TSF provided support to UNDAC teams (United Nations Disaster Assessment and Coordination) in Punjab and OCHA (the Office for Coordination of Humanitarian Affairs) in Islamabad to strengthen coordination and support initial assessments. This assignment ended when the Emergency Telecommunications Cluster and other OCHA partners (IHP) took over.

Calling Operations in KPK Province with NGO-partner YRC (Youth Resources Centre)

Since August 20th, TSF have been running civilian calling operations in KPK Province (Khyber Pakhtunkhwa) -in collaboration with our implementing partner, Pakistani NGO YRC.

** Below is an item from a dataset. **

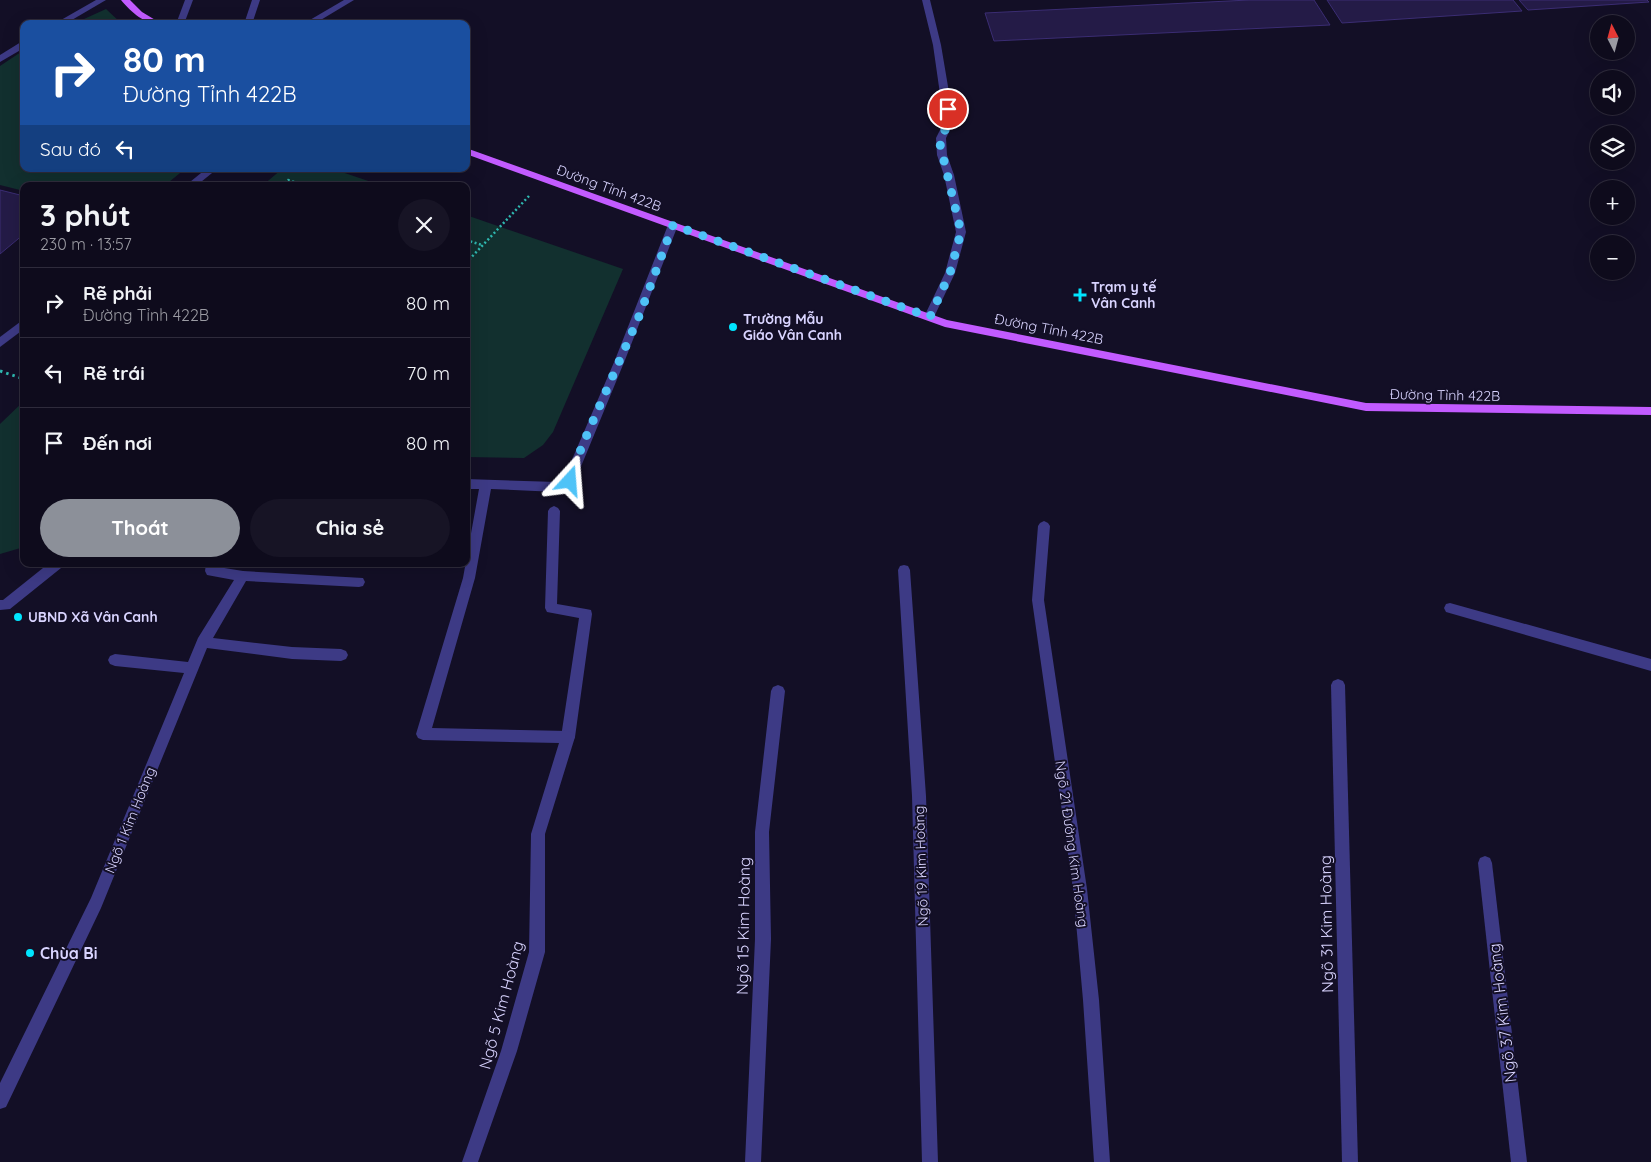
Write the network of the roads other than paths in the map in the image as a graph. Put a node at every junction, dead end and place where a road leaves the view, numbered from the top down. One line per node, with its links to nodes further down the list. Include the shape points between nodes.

Eight mobiles teams, working in pairs (one man and one woman), have so far visited more than 120 locations in Charsadda, Nowshera and Peshawar districts, to help people make phone calls to relatives living elsewhere in Pakistan or abroad, so that they can give news and ask for dedicated assistance and money in particular.
Temporary shelters are schools and camps often set up along roads or motorways.

The teams have provided free calls to more than 4,000 affected families (18% of international calls to Europe, Middle East, Afghanistan, US...). 48% of the calls were made by women.

As on average there are 7 people per family, it means that more than 28,000 people were reconnected throughout the world.

Calling Operations in Sindh Province with NGO-partner HTP (Hope and Transformation for Poverty)
In parallel, TSF has been preparing the extension of its operations to southern Sindh Province.
A TSF ICT staff deployed to Karachi on September 1st from Bangkok to coordinate with the local Pakistani NGO HTP, active in Sindh Province, in order to start the operations as quickly as possible.
Humanitarian calling operations started on September 2nd in Samzi Mandi camp, where 35,000 people are sheltered. Almost 600 calls have been offered to affected civilians.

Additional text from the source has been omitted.